Moonshine

Provide a link to your weights and we autonomously set up a production endpoint for you usually within an hour. An agent handles container setup, GPU selection, and deployment for any common or custom model.

If you would like to try Moonshine, please reach out to get set up.

FAQ

What are the limits of “deploy every model”?

Moonshine deploys your model as a callable endpoint on serverless GPUs that scale with load. It's a model behind an API, not a backend, so it does not support long-running processes or persistent data.

What's the full workflow?

Upload your model code + weights to GitHub, Hugging Face, etc.
Provide the link and start the deployment process. Moonshine builds the image, selects the hardware, and deploys the model for you.
Get an email when it's live with your endpoint and generated API documentation.
Update the API, hardware, or redeploy afterwards.

What model types/frameworks do you support?

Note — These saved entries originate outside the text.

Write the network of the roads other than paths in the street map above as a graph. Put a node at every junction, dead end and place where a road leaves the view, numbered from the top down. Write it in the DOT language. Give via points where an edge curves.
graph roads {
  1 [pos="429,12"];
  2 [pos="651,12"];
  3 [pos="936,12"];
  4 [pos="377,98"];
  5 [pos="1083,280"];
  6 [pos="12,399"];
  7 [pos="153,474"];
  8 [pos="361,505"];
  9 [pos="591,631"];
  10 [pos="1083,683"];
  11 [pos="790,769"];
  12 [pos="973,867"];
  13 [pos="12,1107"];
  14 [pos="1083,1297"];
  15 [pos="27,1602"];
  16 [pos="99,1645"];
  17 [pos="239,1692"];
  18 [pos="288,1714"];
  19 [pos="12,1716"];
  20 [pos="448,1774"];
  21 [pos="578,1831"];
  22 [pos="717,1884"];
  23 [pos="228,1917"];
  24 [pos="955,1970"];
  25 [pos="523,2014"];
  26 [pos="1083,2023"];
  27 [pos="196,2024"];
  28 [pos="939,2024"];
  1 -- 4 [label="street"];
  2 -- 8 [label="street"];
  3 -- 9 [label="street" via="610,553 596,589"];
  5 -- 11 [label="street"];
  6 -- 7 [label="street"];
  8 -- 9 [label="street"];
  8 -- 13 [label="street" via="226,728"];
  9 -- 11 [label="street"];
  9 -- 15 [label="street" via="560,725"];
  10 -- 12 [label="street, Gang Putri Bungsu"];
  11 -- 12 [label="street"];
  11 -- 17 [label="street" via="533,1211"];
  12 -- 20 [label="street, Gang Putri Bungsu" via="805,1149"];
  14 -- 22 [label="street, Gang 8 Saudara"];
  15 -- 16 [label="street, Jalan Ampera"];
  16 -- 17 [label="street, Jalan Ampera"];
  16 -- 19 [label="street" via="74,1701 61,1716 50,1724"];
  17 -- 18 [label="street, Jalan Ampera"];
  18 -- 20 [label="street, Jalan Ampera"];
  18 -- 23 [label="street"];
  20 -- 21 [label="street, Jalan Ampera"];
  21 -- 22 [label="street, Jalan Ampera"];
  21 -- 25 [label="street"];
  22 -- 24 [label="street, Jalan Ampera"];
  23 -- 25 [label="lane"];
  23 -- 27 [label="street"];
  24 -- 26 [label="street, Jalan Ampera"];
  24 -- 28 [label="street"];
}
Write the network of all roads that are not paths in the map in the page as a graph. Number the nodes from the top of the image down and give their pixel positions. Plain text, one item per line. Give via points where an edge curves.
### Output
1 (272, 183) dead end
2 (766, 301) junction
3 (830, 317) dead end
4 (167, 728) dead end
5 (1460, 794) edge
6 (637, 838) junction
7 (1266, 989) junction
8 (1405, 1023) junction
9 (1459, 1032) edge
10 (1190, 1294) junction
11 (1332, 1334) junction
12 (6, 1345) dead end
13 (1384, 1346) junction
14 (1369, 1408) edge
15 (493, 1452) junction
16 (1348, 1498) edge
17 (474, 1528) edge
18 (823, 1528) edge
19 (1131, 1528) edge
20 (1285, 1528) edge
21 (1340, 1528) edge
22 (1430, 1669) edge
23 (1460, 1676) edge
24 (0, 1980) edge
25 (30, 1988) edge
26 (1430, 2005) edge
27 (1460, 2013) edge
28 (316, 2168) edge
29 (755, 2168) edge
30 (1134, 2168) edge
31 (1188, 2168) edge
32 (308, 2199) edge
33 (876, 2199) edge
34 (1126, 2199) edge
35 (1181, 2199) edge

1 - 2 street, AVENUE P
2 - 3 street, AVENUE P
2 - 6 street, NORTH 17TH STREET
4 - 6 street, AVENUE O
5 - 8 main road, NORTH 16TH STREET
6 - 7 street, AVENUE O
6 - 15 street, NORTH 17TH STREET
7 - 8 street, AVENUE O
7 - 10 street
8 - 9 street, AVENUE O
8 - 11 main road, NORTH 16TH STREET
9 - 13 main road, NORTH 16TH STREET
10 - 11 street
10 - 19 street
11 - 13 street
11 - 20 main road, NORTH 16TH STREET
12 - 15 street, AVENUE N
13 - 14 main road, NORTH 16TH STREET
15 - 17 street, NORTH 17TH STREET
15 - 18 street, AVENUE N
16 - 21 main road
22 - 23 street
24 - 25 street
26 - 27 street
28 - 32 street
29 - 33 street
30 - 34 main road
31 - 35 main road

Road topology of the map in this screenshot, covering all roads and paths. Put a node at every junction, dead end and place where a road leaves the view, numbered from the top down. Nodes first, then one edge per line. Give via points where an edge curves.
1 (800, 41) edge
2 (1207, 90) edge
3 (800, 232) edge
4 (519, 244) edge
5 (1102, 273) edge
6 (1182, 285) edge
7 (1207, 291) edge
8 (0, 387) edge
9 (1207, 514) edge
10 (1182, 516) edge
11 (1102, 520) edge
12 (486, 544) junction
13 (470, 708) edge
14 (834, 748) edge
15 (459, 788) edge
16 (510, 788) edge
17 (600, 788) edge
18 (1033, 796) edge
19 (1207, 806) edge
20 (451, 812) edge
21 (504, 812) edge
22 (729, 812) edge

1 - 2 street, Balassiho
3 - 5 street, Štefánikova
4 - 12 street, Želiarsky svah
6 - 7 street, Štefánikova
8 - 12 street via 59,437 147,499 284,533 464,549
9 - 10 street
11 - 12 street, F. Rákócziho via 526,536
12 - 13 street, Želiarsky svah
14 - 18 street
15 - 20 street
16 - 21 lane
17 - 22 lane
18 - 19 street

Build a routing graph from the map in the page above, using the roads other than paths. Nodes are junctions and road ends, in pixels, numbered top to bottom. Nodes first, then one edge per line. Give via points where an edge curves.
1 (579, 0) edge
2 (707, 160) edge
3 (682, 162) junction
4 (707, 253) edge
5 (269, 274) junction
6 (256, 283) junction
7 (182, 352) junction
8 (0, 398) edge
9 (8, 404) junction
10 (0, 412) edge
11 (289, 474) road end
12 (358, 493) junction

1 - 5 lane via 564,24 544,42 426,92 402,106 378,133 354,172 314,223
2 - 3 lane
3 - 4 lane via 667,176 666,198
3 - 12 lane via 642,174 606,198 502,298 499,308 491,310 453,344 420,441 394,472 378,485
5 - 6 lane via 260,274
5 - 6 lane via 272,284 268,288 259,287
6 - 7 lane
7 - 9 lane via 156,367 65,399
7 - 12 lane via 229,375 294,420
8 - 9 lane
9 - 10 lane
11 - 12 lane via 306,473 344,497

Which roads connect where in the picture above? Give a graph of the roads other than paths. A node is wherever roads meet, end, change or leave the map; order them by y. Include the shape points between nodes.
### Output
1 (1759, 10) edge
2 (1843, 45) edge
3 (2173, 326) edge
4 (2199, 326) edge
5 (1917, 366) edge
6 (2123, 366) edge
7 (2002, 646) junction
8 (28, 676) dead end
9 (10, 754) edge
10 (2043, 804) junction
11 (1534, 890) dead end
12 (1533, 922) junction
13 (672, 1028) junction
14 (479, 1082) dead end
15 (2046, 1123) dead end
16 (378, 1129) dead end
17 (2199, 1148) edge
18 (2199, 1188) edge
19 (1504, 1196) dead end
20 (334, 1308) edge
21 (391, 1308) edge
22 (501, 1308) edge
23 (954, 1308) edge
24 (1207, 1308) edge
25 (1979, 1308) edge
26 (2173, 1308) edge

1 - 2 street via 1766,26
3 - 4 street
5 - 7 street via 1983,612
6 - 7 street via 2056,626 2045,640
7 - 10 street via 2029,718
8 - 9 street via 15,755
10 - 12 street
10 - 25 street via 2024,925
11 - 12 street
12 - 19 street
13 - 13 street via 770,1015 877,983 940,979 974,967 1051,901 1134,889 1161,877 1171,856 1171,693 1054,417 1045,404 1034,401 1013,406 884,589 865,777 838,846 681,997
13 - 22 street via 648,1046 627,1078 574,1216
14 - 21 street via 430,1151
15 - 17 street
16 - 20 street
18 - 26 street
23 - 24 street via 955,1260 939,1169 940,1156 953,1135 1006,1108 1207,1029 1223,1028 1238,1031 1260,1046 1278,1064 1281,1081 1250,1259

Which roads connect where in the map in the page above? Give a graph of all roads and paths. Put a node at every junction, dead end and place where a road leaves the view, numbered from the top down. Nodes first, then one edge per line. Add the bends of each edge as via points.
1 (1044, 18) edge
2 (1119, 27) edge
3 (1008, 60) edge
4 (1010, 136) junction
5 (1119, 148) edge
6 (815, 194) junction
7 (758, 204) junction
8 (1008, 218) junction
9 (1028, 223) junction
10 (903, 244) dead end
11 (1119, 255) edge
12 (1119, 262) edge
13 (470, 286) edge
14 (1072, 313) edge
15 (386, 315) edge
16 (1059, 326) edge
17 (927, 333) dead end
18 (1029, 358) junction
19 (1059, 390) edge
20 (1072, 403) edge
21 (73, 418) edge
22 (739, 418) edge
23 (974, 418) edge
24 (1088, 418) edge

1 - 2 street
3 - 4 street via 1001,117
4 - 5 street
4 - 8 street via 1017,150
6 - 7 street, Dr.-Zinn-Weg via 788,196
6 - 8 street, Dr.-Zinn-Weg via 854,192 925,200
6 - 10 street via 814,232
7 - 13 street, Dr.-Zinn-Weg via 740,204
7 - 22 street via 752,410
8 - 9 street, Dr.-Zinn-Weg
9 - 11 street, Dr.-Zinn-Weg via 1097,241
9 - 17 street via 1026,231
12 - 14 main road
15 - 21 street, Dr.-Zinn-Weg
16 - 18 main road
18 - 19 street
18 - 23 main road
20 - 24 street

Any of them. Moonshine is framework and architecture agnostic. The only requirement is the shape, not the framework: the model runs on a GPU and works in a single call with inputs in and results out.

What GPUs do you support?

GPU	VRAM
B300	288 GB
B200	180 GB
H200	141 GB
RTX Pro 6000	96 GB
H100 NVL	94 GB
H100 SXM	80 GB
H100 PCIe	80 GB
A100 SXM	80 GB
A100 PCIe	80 GB
L40S	48 GB
L40	48 GB
RTX 6000 Ada	48 GB
RTX A6000	48 GB
A40	48 GB
RTX 5090	32 GB
RTX 4090	24 GB
RTX 3090	24 GB
L4	24 GB
RTX A5000	24 GB
Your own compute

Where does my model run?

Moonshine provisions serverless GPUs from a network of compute providers and auto-selects the right hardware. Nothing is stored.

How much does it cost?

Pricing is usage based, contact us to learn more.

Who is Moonshine?

We previously built video models and spent too much time on deployment. We're backed by Y Combinator and a number of angels.